** INPUT DATA follows **

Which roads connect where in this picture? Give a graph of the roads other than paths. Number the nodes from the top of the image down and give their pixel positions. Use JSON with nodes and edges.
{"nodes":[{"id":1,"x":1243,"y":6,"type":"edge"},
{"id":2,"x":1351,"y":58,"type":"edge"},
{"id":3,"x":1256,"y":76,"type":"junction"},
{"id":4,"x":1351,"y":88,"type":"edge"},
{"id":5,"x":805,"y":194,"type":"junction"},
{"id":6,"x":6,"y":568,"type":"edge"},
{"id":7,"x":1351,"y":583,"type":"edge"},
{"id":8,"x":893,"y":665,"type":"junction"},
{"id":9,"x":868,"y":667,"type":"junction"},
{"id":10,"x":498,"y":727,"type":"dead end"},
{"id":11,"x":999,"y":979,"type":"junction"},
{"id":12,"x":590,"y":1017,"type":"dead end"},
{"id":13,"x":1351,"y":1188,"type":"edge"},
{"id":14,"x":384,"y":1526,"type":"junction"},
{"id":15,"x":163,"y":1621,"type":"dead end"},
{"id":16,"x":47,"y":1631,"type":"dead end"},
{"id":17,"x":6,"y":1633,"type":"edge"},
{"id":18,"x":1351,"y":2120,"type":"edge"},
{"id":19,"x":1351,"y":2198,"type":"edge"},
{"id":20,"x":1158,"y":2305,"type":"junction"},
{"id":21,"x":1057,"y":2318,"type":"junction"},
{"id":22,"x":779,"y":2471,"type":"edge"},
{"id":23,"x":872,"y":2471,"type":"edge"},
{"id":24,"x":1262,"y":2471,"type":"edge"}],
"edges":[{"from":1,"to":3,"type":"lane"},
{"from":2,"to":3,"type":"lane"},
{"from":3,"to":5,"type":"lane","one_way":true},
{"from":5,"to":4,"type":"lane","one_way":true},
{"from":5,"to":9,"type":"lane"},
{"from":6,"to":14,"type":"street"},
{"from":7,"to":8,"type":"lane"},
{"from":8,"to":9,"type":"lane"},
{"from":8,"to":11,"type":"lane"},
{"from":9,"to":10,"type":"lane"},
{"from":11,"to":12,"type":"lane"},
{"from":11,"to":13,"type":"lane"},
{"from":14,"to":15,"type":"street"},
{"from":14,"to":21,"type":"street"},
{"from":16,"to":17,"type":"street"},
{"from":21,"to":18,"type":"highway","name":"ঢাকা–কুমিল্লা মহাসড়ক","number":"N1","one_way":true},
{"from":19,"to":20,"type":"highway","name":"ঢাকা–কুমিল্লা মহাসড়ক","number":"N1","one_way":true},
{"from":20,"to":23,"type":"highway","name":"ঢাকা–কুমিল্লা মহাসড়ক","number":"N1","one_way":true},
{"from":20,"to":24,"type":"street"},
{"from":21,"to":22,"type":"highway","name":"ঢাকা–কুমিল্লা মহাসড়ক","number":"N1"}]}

** End of INPUT DATA **

Send back the complete set of entries, exactly as shown above.

### EXPECTED ANSWER
Which roads connect where in this picture? Give a graph of the roads other than paths. Number the nodes from the top of the image down and give their pixel positions. Use JSON with nodes and edges.
{"nodes":[{"id":1,"x":1243,"y":6,"type":"edge"},
{"id":2,"x":1351,"y":58,"type":"edge"},
{"id":3,"x":1256,"y":76,"type":"junction"},
{"id":4,"x":1351,"y":88,"type":"edge"},
{"id":5,"x":805,"y":194,"type":"junction"},
{"id":6,"x":6,"y":568,"type":"edge"},
{"id":7,"x":1351,"y":583,"type":"edge"},
{"id":8,"x":893,"y":665,"type":"junction"},
{"id":9,"x":868,"y":667,"type":"junction"},
{"id":10,"x":498,"y":727,"type":"dead end"},
{"id":11,"x":999,"y":979,"type":"junction"},
{"id":12,"x":590,"y":1017,"type":"dead end"},
{"id":13,"x":1351,"y":1188,"type":"edge"},
{"id":14,"x":384,"y":1526,"type":"junction"},
{"id":15,"x":163,"y":1621,"type":"dead end"},
{"id":16,"x":47,"y":1631,"type":"dead end"},
{"id":17,"x":6,"y":1633,"type":"edge"},
{"id":18,"x":1351,"y":2120,"type":"edge"},
{"id":19,"x":1351,"y":2198,"type":"edge"},
{"id":20,"x":1158,"y":2305,"type":"junction"},
{"id":21,"x":1057,"y":2318,"type":"junction"},
{"id":22,"x":779,"y":2471,"type":"edge"},
{"id":23,"x":872,"y":2471,"type":"edge"},
{"id":24,"x":1262,"y":2471,"type":"edge"}],
"edges":[{"from":1,"to":3,"type":"lane"},
{"from":2,"to":3,"type":"lane"},
{"from":3,"to":5,"type":"lane","one_way":true},
{"from":5,"to":4,"type":"lane","one_way":true},
{"from":5,"to":9,"type":"lane"},
{"from":6,"to":14,"type":"street"},
{"from":7,"to":8,"type":"lane"},
{"from":8,"to":9,"type":"lane"},
{"from":8,"to":11,"type":"lane"},
{"from":9,"to":10,"type":"lane"},
{"from":11,"to":12,"type":"lane"},
{"from":11,"to":13,"type":"lane"},
{"from":14,"to":15,"type":"street"},
{"from":14,"to":21,"type":"street"},
{"from":16,"to":17,"type":"street"},
{"from":21,"to":18,"type":"highway","name":"ঢাকা–কুমিল্লা মহাসড়ক","number":"N1","one_way":true},
{"from":19,"to":20,"type":"highway","name":"ঢাকা–কুমিল্লা মহাসড়ক","number":"N1","one_way":true},
{"from":20,"to":23,"type":"highway","name":"ঢাকা–কুমিল্লা মহাসড়ক","number":"N1","one_way":true},
{"from":20,"to":24,"type":"street"},
{"from":21,"to":22,"type":"highway","name":"ঢাকা–কুমিল্লা মহাসড়ক","number":"N1"}]}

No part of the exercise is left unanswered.